Алмазом же назвал, какое разочарование! Да и хамить и перебивать его точно не стоило, но… наедине с этим человеком я чувствовала неуверенность и почти страх, меня едва не трясло от нервного напряжения.

— Что вы, дитя, напротив. Очарован, — новая улыбка, уже искренняя — или больше похожая на искреннюю. — Рина тиато…

— Что? — переспросила я озадаченно.

— Весенняя ласточка, — пояснил он. — Вы юны, милы и очень хороши, особенно искренностью и непосредственностью, какие свойственны только настоящим сильным данам. К тому же я слышал, что вы бард, а значит, ближе к идеалу, чем большинство людей Искры.

— Скажите, кто вы? — спросила я прямо, напряженно хмурясь.

Мужчина был обаятельным, очень обаятельным. Его вкрадчивые манеры не отталкивали и не вызывали раздражения, эта роскошь и мягкость решительно ему шли. Более того, они очень располагали к дружеской беседе о чем-то возвышенно-прекрасном, и мне приходилось напоминать себе, что этот образ не соответствует действительности.
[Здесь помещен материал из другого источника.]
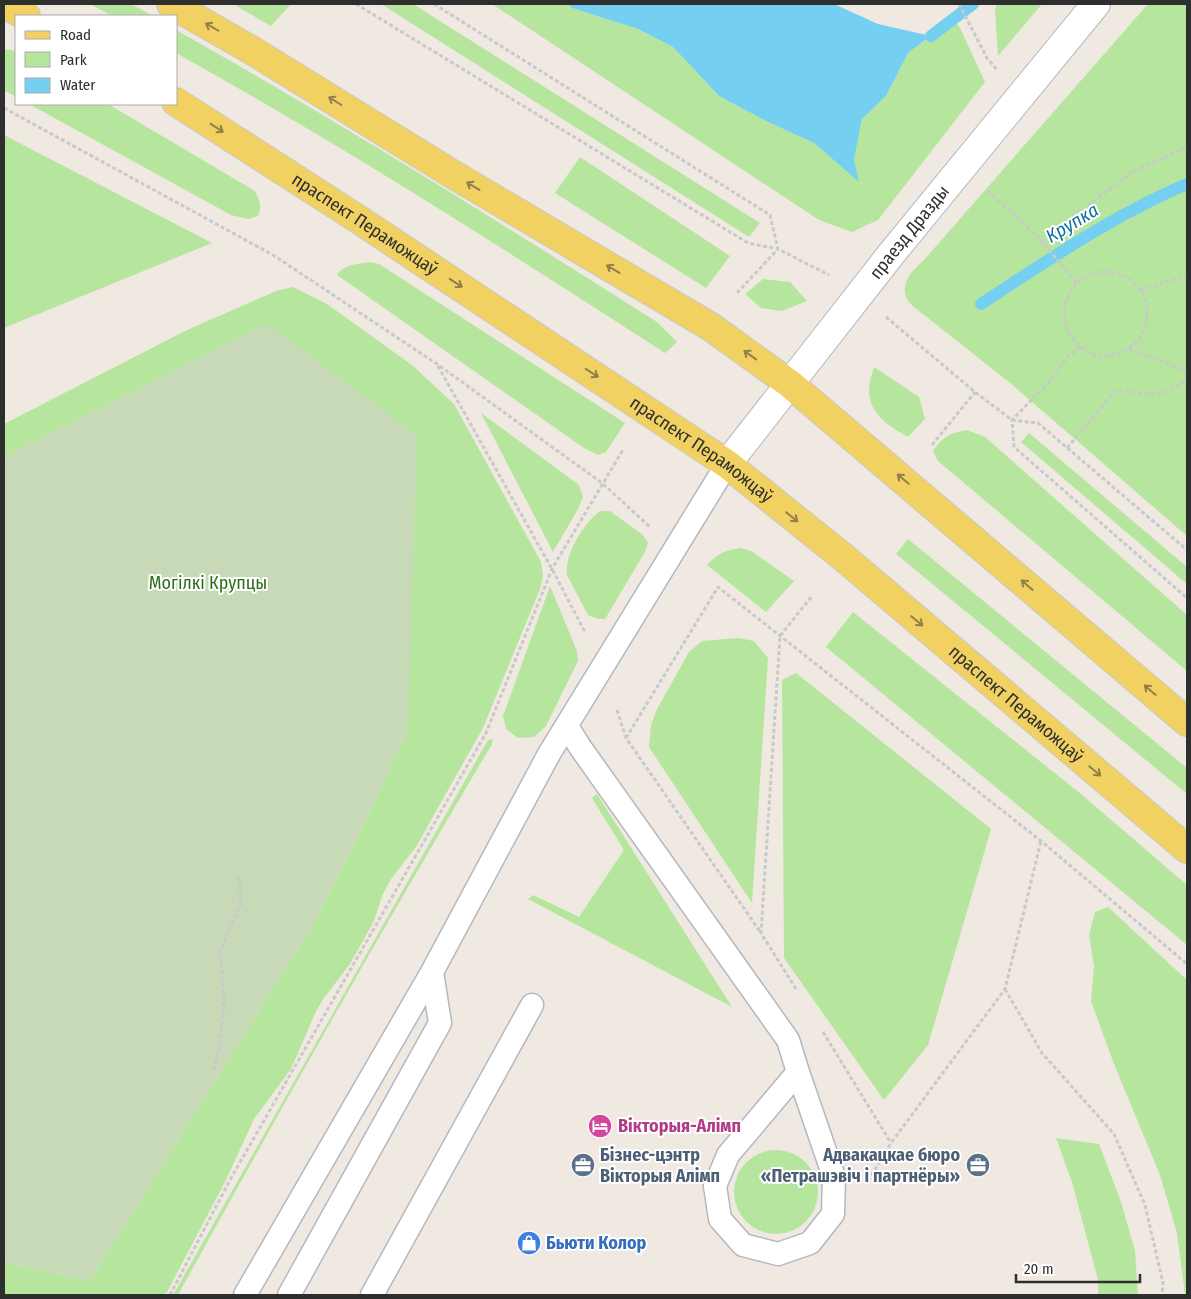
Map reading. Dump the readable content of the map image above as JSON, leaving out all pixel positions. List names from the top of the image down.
{
  "streets": {
    "main road": ["праспект Пераможцаў"],
    "street": ["праезд Дразды"]
  },
  "crossings": [
    ["праспект Пераможцаў", "праезд Дразды"]
  ],
  "water": ["Крупка"],
  "parks": ["Могілкі Крупцы"],
  "places": {
    "hotel": ["Вікторыя-Алімп"],
    "office": ["Бізнес-цэнтр Вікторыя Алімп", "Адвакацкае бюро «Петрашэвіч і партнёры»"],
    "shop": ["Бьюти Колор"]
  },
  "legend": ["Road", "Park", "Water"],
  "scale_bar": "20 m"
}
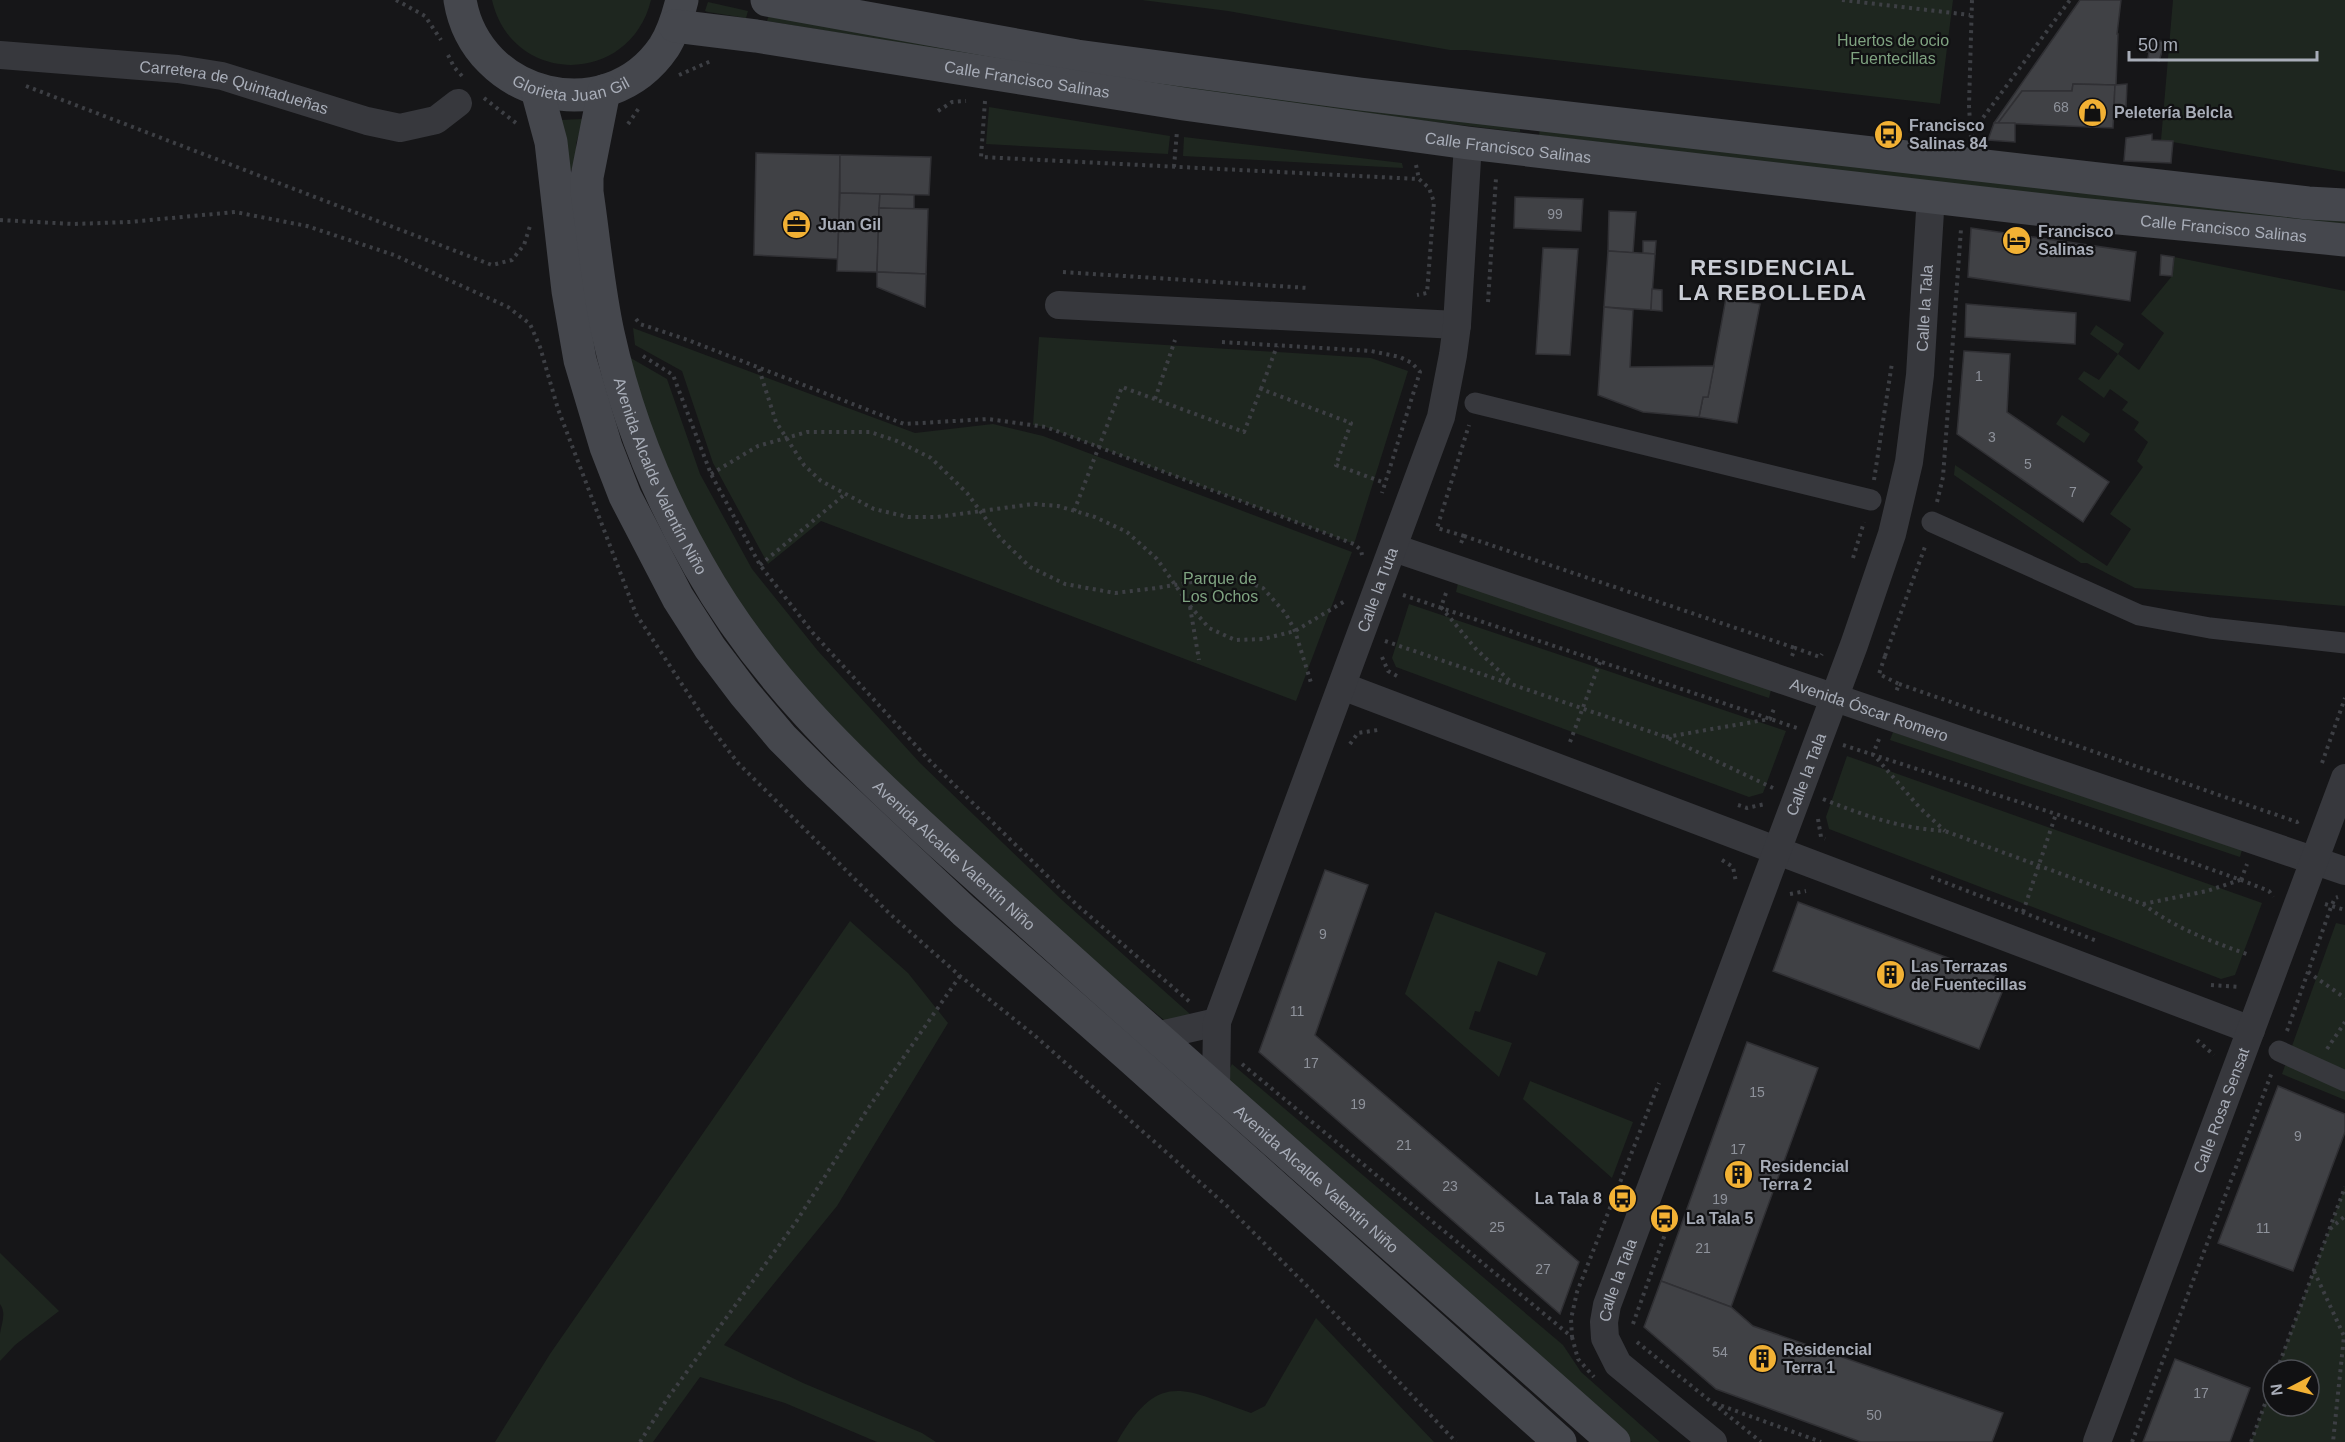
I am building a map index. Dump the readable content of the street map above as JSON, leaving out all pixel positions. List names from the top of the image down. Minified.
{"streets":{"main road":["Glorieta Juan Gil","Calle Francisco Salinas","Avenida Alcalde Valentín Niño"],"street":["Carretera de Quintadueñas","Calle la Tala","Calle la Tuta","Avenida Óscar Romero","Calle Rosa Sensat"]},"crossings":[["Glorieta Juan Gil","Calle Francisco Salinas"],["Glorieta Juan Gil","Avenida Alcalde Valentín Niño"],["Calle Francisco Salinas","Calle la Tala"],["Calle Francisco Salinas","Calle la Tuta"],["Calle la Tala","Avenida Óscar Romero"],["Avenida Alcalde Valentín Niño","Calle la Tuta"],["Calle la Tuta","Avenida Óscar Romero"],["Avenida Óscar Romero","Calle Rosa Sensat"]],"districts":["RESIDENCIAL LA REBOLLEDA"],"parks":["Huertos de ocio Fuentecillas","Parque de Los Ochos"],"places":{"shop":["Peletería Belcla"],"bus stop":["Francisco Salinas 84","La Tala 8","La Tala 5"],"office":["Juan Gil"],"hotel":["Francisco Salinas"],"building":["Las Terrazas de Fuentecillas","Residencial Terra 2","Residencial Terra 1"]},"house_numbers":["68","99","1","3","5","7","9","11","17","15","19","9","21","17","23","19","25","11","21","27","54","17","50"],"scale_bar":"50 m","north":"left"}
— Ах да, я не назвал своего имени, прошу прощения за бестактность. Даор Алый Хлыст, член регентского совета, седьмой милор Вираты.

— Госпожа Айга Черная Звезда вам случайно не родственница? — спросила я, не успев прикусить язык.

— К счастью, нет, — рассмеялся он, совершенно не обидевшись. — Но вы неоригинальны в своей ассоциативной цепочке, нас с этой во всех отношениях примечательной дамой, с легкой руки одного острослова, называют «кесарев террариум». Впрочем, вы уже знаете этого весельчака: господин Хала Пустая Клетка.

— Кесарев… что?

— Так называют помещение в доме, где некоторые любители живой природы содержат тварей, подобных нам с ней. Пауков, змей и прочих подобных созданий, — пояснил он. — Впрочем, хотя наши с Айгой интересы порой пересекаются, это, к всеобщему благу, случается нечасто. Дело в том, что я отвечаю за внутреннюю безопасность, а она порой пытается решать все вопросы сама.

— Безопасность чего? — пробормотала я себе под нос.

— Всего. Страны, столицы и — камень преткновения! — даже дворца. Борьба с преступниками, внутренними врагами… — лениво поводя рукой, проговорил он таким тоном, каким страдающий бессонницей бедолага считает овец. — В общем, скука и рутина, на фоне которой особенно приятны встречи с юными прекрасными существами вроде вас.

— Внутренними врагами? — уцепилась я за новое непонятное словосочетание. — Как это? Вроде шпионов?

— Не только, — тихо засмеялся он. — Есть люди, которые хуже шпионов. Видите ли, дитя, в чем дело. Шпион — патриот своей родины, он наносит вред врагу, и его можно понять, можно даже уважать и восхищаться им. А порой встречаются те, кто вроде бы рожден этой землей, но наносит ей серьезный вред.

— Зачем? — все-таки спросила я, хотя об ответе догадывалась.

— Ради сиюминутной выгоды, ради нелепой мести или пустых идей. Предатели, которые продаются за деньги, или просто дураки, которые вредят по глупости. Их всех надлежит изыскать, отловить и раздавить.

— А зачем вам я? — спросила настороженно. — Вы подозреваете, что…

— Нет, дитя, что вы, — отмахнулся он. — Я пришел ровно затем, о чем сказал в самом начале: желал лично взглянуть на девушку, так запавшую в душу моему дорогому другу и давнему соратнику. Пойдемте, не стоит дольше отнимать у вас время, которое вы могли бы и желали потратить с пользой.

Он поднялся — легко и плавно — и предложил мне руку. Как-то странно, запястьем, а не локтем, и было в этом жесте столько грации и изящества, сколько не имелось в иных благородных дамах целиком. Я неуверенно положила ладонь на предплечье мужчины и, кажется, поступила правильно, потому что мы неторопливо двинулись — в случае Даора скорее «поплыли» — к выходу.

Алый Хлыст оказался неожиданно высоким. Меньше Ива, но все равно заметно выше, чем я ожидала, пока он сидел. Почему-то казалось, что человек такого вида и поведения непременно должен быть маленького роста, да еще носить обувь на очень толстой подметке.